Though the computational approach may seem different or even inadequate
compared to how human experts say they evaluate beauty, the results are
comparable. Just as computers play chess in a way quite unlike how humans
do, they appear to evaluate beauty differently as well. We provide a freely
downloadable public version of the award-winning aesthetics evaluation
program, Chesthetica Endgame (see below). While this version does not
feature the precise aesthetic scores that we used in our experiments,
it will rank aesthetically the sequences in a (PGN) database of three-movers
or studies in a way not unlike a human expert. In this article, we also
briefly consider deeper aspects of beauty perception in the game, some
directions for future work and certain wider implications computational
aesthetics research has beyond the domain of chess and artificial intelligence
Dr. Mohammed Azlan Bin Mohamed Iqbal (or Azlan Iqbal, for
short) – pictured above receiving his Ph.D. degree at the University of
Malaya's convocation ceremony in 2009 – is 34 years old and also has a
bachelor's and a master's degree in computer science from Universiti Putra Malaysia.

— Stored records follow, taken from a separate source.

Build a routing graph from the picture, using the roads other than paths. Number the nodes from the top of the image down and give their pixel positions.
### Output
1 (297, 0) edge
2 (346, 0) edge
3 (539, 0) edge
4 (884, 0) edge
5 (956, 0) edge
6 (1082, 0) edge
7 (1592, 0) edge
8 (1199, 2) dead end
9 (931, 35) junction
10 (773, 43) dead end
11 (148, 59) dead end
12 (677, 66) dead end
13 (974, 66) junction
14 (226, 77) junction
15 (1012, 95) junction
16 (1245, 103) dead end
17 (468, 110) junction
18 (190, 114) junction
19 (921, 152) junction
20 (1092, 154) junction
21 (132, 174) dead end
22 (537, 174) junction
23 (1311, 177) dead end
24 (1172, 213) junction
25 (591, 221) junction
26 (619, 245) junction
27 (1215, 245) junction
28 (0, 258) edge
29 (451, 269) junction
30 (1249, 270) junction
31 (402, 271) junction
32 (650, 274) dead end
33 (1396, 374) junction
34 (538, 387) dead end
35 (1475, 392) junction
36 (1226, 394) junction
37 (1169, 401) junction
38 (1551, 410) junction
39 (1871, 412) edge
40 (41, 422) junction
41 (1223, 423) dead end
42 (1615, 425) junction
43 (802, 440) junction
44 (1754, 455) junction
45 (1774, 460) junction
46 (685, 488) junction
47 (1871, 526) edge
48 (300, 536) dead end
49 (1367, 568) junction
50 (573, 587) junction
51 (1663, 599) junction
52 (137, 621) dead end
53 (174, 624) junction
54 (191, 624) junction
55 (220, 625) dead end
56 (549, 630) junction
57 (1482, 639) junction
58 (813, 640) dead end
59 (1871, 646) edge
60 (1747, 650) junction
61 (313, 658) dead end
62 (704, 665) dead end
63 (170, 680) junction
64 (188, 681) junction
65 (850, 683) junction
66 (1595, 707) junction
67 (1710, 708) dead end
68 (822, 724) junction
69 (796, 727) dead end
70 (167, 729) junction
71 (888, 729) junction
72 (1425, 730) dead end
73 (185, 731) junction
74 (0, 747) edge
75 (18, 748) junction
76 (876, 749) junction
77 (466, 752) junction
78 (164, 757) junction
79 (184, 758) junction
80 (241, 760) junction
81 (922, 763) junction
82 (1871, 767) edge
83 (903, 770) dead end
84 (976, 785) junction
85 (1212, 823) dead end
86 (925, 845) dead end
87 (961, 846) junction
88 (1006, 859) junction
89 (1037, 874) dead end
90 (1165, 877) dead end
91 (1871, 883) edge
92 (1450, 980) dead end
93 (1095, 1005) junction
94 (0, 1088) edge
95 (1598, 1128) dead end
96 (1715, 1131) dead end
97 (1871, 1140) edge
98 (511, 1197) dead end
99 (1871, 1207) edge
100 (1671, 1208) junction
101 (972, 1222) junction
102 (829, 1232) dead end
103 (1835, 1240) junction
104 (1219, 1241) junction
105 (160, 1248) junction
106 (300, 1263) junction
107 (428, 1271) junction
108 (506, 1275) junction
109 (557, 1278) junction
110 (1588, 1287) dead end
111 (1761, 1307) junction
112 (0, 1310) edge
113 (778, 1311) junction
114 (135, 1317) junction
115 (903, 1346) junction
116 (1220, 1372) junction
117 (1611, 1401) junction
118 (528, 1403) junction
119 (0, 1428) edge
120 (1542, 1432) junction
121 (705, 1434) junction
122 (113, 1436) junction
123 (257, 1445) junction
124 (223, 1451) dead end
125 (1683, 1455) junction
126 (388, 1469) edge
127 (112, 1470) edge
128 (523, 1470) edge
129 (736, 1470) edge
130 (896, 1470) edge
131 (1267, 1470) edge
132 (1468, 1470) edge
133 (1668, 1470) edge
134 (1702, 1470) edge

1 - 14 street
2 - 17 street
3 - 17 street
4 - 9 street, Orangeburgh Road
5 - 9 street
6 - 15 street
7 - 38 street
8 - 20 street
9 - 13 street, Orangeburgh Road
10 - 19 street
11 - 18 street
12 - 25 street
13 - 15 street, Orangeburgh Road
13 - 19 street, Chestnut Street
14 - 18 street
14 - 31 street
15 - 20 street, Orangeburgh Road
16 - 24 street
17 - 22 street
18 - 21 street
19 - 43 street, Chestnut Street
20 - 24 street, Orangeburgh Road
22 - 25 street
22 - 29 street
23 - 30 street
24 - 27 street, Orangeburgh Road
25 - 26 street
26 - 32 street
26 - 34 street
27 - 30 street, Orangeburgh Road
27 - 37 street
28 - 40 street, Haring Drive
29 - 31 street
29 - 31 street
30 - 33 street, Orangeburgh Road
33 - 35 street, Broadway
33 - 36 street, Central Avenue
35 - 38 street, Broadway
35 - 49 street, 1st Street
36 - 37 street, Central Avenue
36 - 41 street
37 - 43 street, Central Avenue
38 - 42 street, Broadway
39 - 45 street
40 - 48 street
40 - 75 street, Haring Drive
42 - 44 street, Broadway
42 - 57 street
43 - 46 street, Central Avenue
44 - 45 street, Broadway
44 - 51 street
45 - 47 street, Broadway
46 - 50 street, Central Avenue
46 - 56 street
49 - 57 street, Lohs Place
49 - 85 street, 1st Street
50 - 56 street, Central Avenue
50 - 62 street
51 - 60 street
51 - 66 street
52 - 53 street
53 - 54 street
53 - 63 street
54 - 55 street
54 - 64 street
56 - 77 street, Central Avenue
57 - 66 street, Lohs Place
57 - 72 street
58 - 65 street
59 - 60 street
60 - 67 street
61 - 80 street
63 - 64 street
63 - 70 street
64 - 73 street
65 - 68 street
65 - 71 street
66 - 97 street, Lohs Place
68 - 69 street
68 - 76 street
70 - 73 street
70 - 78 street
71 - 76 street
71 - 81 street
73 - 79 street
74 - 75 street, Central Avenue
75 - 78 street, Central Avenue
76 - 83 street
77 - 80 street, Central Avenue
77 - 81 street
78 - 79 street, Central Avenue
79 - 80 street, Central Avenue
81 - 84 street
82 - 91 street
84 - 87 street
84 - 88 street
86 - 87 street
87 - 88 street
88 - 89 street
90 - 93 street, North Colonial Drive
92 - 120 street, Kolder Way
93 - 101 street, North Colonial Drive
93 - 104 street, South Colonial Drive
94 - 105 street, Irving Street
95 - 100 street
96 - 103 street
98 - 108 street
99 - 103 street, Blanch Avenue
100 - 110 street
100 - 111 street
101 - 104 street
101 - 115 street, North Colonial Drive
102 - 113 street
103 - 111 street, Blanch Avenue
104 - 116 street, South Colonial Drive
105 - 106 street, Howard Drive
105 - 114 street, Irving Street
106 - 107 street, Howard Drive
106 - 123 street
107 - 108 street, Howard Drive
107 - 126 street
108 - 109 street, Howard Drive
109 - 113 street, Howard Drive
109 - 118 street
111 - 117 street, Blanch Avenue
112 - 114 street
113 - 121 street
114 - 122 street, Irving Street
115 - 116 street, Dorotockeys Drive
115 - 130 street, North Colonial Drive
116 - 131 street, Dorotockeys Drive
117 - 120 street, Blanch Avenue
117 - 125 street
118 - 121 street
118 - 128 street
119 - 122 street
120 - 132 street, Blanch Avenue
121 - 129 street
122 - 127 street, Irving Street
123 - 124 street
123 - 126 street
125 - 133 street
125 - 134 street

For the last ten years he has worked as a lecturer and senior lecturer in the
College of Information Technology, Universiti Tenaga Nasional (Selangor, Malaysia).
Four of those were spent as a part-time student, doing his Ph.D. in computer
science – specifically in the area of computational aesthetics, a sub-field
of AI. Presently, he also does research in the area of computational creativity.

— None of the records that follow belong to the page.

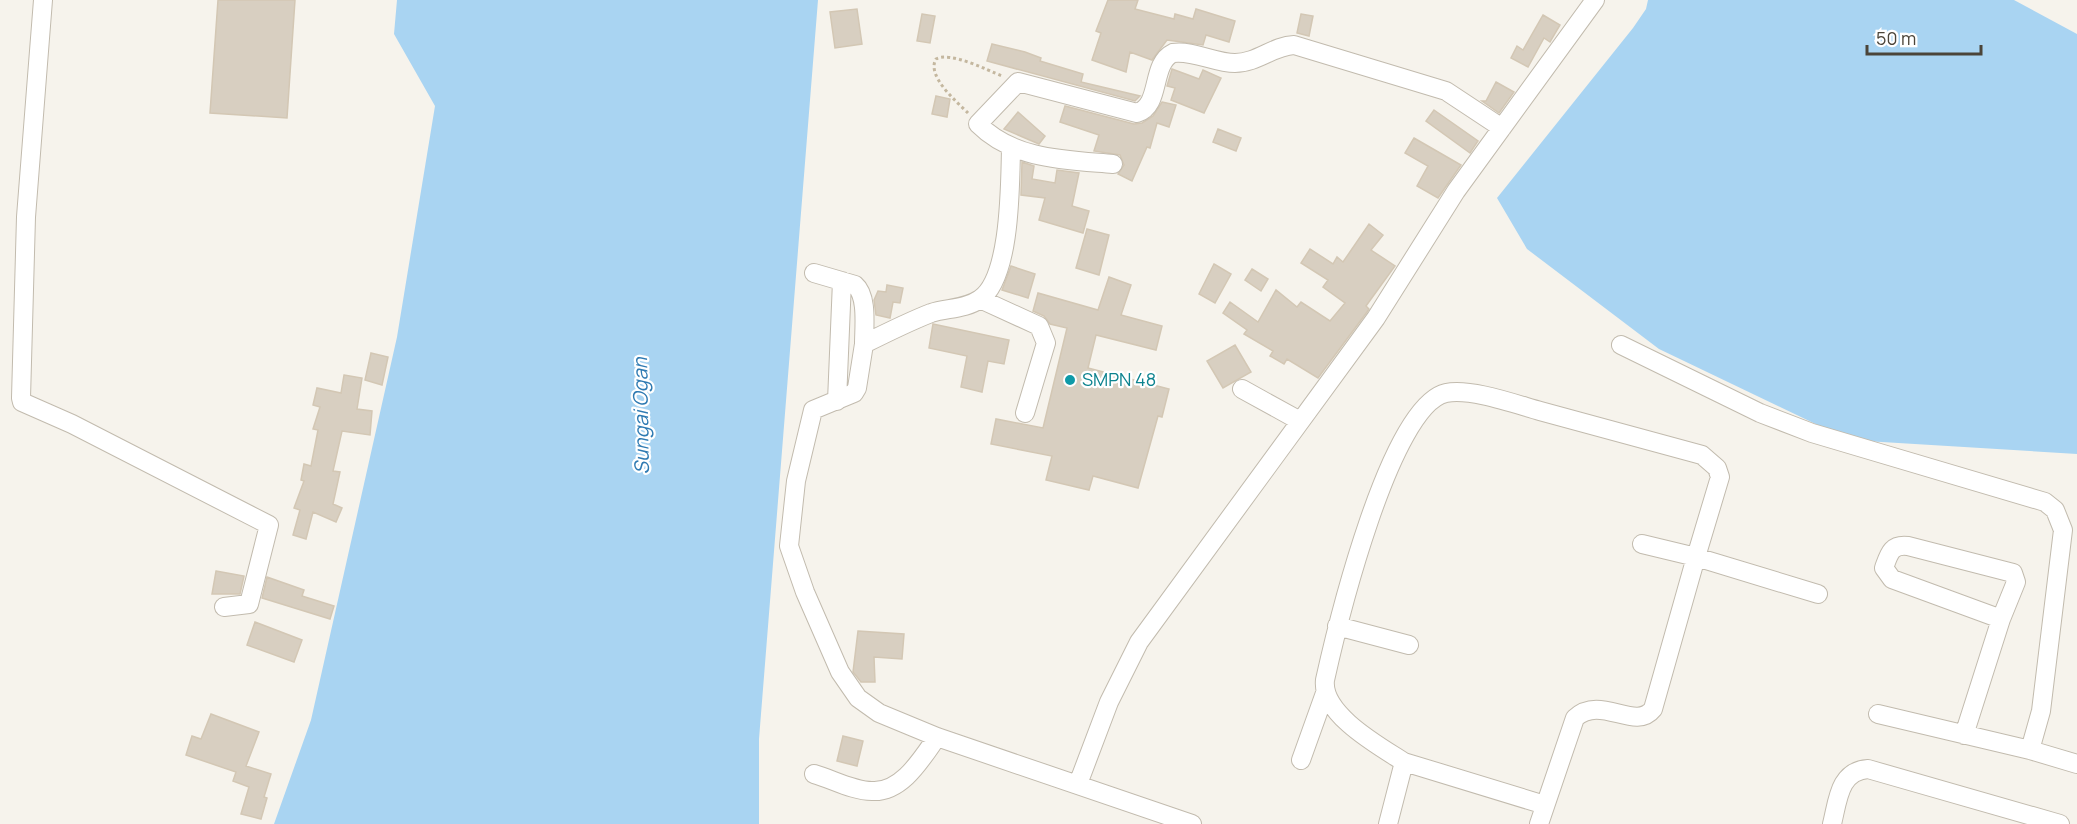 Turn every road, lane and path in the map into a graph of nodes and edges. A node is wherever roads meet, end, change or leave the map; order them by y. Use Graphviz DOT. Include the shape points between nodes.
graph roads {
  1 [pos="43,0"];
  2 [pos="1595,0"];
  3 [pos="1018,82"];
  4 [pos="978,124"];
  5 [pos="1502,128"];
  6 [pos="1011,149"];
  7 [pos="1113,164"];
  8 [pos="814,273"];
  9 [pos="842,281"];
  10 [pos="980,299"];
  11 [pos="864,344"];
  12 [pos="1621,345"];
  13 [pos="1242,389"];
  14 [pos="837,401"];
  15 [pos="1025,413"];
  16 [pos="1300,421"];
  17 [pos="1642,544"];
  18 [pos="1696,557"];
  19 [pos="1818,594"];
  20 [pos="224,607"];
  21 [pos="2001,619"];
  22 [pos="1337,626"];
  23 [pos="1409,645"];
  24 [pos="1325,693"];
  25 [pos="1878,714"];
  26 [pos="1964,735"];
  27 [pos="937,737"];
  28 [pos="2030,750"];
  29 [pos="1301,760"];
  30 [pos="1404,762"];
  31 [pos="2077,764"];
  32 [pos="814,774"];
  33 [pos="1078,784"];
  34 [pos="1545,805"];
  35 [pos="1192,824"];
  36 [pos="1388,824"];
  37 [pos="1539,824"];
  38 [pos="1832,824"];
  39 [pos="2060,824"];
  1 -- 20 [label="street" via="26,217 22,402 269,525 249,604"];
  2 -- 5 [label="street"];
  3 -- 4 [label="street"];
  3 -- 4 [label="path" via="953,58 936,59 934,70 943,86"];
  3 -- 5 [label="street" via="1137,113 1148,106 1169,55 1178,52 1248,62 1277,48 1294,45 1446,92"];
  4 -- 6 [label="street"];
  5 -- 16 [label="street" via="1456,191 1376,318"];
  6 -- 7 [label="street"];
  6 -- 10 [label="street" via="1003,250 994,283"];
  8 -- 9 [label="street"];
  9 -- 11 [label="street" via="859,288"];
  9 -- 14 [label="street"];
  10 -- 11 [label="street" via="914,320"];
  10 -- 15 [label="street" via="1039,326 1044,335 1046,343"];
  11 -- 14 [label="street" via="857,388"];
  12 -- 28 [label="street" via="1760,413 1812,433 2045,502 2055,510 2062,530 2041,711"];
  13 -- 16 [label="street"];
  14 -- 27 [label="street" via="819,406 811,414 788,535 792,557 850,688 867,706"];
  16 -- 33 [label="street" via="1138,642 1109,702"];
  17 -- 18 [label="street"];
  18 -- 19 [label="street"];
  18 -- 22 [label="street" via="1720,477 1717,468 1702,455 1502,401 1449,392 1424,408 1402,442 1349,579"];
  18 -- 34 [label="street" via="1653,709 1637,717 1594,708 1575,718"];
  21 -- 21 [label="street" via="1892,579 1884,568 1889,551 1898,545 1908,546 2013,573 2016,582"];
  21 -- 26 [label="street"];
  22 -- 23 [label="street"];
  22 -- 24 [label="street"];
  24 -- 29 [label="street"];
  24 -- 30 [label="street" via="1355,728"];
  25 -- 26 [label="street"];
  26 -- 28 [label="street"];
  27 -- 32 [label="street" via="907,776 881,790 869,791"];
  27 -- 33 [label="street"];
  28 -- 31 [label="street"];
  30 -- 34 [label="street"];
  30 -- 36 [label="street"];
  33 -- 35 [label="street"];
  34 -- 37 [label="street"];
  38 -- 39 [label="street" via="1843,783 1857,770 1868,769"];
}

Azlan doesn't have an official chess rating, but he puts himself, conservatively,
on the level of an infrequent club player. He also enjoys reading books on the
many different sciences and is a casual piano player.
Chess players are likely to have at least heard of the world of chess composition.
This includes, for example, mate-in-two (#2) and mate-in-three (#3) problems,
and also endgame studies which are typically a bit longer and do not necessarily
end in mate. Chess compositions – to use a collective term – can be considered
‘works of art’ because they are intentionally designed to feature unexpected
moves, themes or ideas that human players find appealing or beautiful in ways
that are not always easy to put into words. The following is an example of what
we mean by ‘beauty’ in the game. The solution can be found at the end of the
A. S. Gurvich, Bakinski Rabochi, 1927
White to play and win
Figure 1: A classic example of beauty in chess
It was this feeling that inspired me in late 2005 to undertake the topic of
chess aesthetics for my doctoral dissertation . I wanted to develop a computational
aesthetics model for mate-in-three problems; perhaps the most common type of
composition. White always won (checkmate) in three moves, against any defence.
Since even back then computers could already beat the best human players, why
couldn’t they also ‘appreciate’ or at least ‘recognize’ beauty in move sequences
like we do? Here was a research gap that should be filled, I thought. I demonstrated
experimentally (for the first time) that a computer could indeed identify beauty
in three-movers and do so in a way that correlated positively and well
enough with competent human player aesthetic assessment.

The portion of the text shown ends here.